Here's the twisted code to handle the communication with the socket.

#!/usr/bin/python 

from twisted.internet.protocol import Protocol, ClientFactory
from twisted.internet import reactor
from twisted.internet import defer

class Send(Protocol):

    retval = ''

    def __init__(self, msg):
        self.msg = msg

    def connectionMade(self):

        l = len(self.msg)
        fmsg = "%04d%s" % (l,self.msg)
        print "sending..." 
        self.transport.write(fmsg)

    def dataReceived(self, data):
        self.retval += data
        self.transport.loseConnection()

    def connectionLost(self, reason):
        print "connection lost"

class SendClientFactory(ClientFactory):
    def __init__(self, msg ):
        self.msg = msg

    def buildProtocol(self, addr):
        print 'Connected.'
        self.s = Send(self.msg)
        return self.s

    def clientConnectionLost(self, connector, reason):
        self.retval = self.s.retval
        reactor.stop()

    def clientConnectionFailed(self, connector, reason):
        self.retval = 'Client Connection Failed: %s' % reason
        reactor.stop()

def iRemoteRunner(msg):
    f = SendClientFactory(msg)
    reactor.connectTCP('localhost', 5956, f)
    reactor.run()
    #  This code is here to show you what NOT to do.  Don't copy and paste for use elsewhere
    #  unless you understand why this is a mistake.
    return f.retval


When calling iRemoteRunner from main (command line), this worked absolutely as expected, returning a string of return values. But when invoking from within a Django view method (Django running under Apache via modwsgi), the return value was an empty string. This was not what I expected.

The Twisted reactor typically runs until it is explicitly stopped with the reactor.stop() method. The code above is flawed because I assumed the run() method would block until the answer was returned. So much for assumptions.

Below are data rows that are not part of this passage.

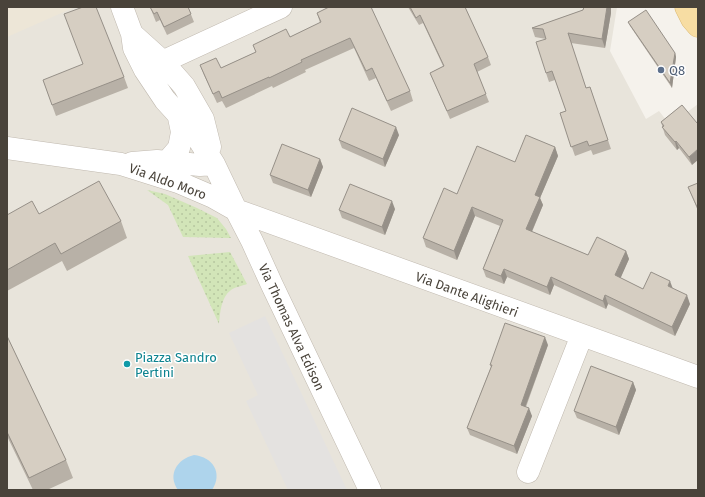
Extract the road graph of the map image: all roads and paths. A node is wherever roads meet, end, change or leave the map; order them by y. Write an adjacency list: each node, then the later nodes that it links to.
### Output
1 (122, 7): 5 (street, Via Thomas Alva Edison)
2 (281, 7): 5 (street)
3 (686, 7): 4 (main road)
4 (698, 26)
5 (154, 66): 6 (street, Via Thomas Alva Edison); 10 (street, Via Thomas Alva Edison)
6 (178, 113): 8 (street); 10 (street, Via Thomas Alva Edison)
7 (7, 148): 9 (street, Via Aldo Moro)
8 (167, 162): 9 (street, Via Aldo Moro); 10 (street, Via Aldo Moro)
9 (121, 164): 11 (street, Via Aldo Moro)
10 (214, 164): 11 (street, Via Thomas Alva Edison)
11 (236, 210): 12 (street, Via Dante Alighieri); 15 (street, Via Thomas Alva Edison)
12 (582, 335): 13 (street, Via Dante Alighieri); 14 (street)
13 (698, 377)
14 (528, 472)
15 (370, 490)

The only reason that f.retval contained the proper result was because the interaction with the external port had already completed by the time the interpreter got to it.

As I googled for the best pattern for creating a synchronous wrapper around a Twisted network exchange, I found that the answer was: Don't use Twisted if you want synchronous behavior.

Follow this thread for more info. There are many others like it:

http://twistedmatrix.com/pipermail/twisted-python/2006-February/012572.html

So aside from using the wrong networking framework, why is it that I was not getting the answer? Why, when running from the command line, was there enough processing time to retrieve the answer, but when running under the webserver there was not?

I replaced the Twisted calls with calls to the Socket library:

import socket

def iRemoteRunner(msg):
    s = socket.socket( socket.AF_INET, socket.SOCK_STREAM)
    s.connect(('localhost', 5956))
    s.send('%s%s' % (len(msg),msg))
    retval = s.recv( 300 )
    s.close()

When calling from the command line, this small snippet of code provided the same net effect (an appropriate response from the server running on port 5956). However, when this method was called from inside the Django view, the process would hang.

In both cases it seems that the server could not pull a response after opening the socket to the port. In the first case, because Twisted is asynchronous, my result was an empty string because the response never arrived. In the second case, because s.recv blocks, the process hung while waiting for a response.

I decided to try another high-level library to see if the result would be the same. This time I used telnet.

from telnetlib import Telnet

def iRemoteRunner(msg):   
    tn = Telnet('localhost', 5956)
    tn.write("%04d%s" % (len(msg), msg))
    return tn.read_all()

This solution not only proved to be the most concise but also the only one to work when invoked through Apache/Django.

I suspect that there is a library conflict, perhaps at the socket library level, that prevented the Twisted and socket based solutions from working.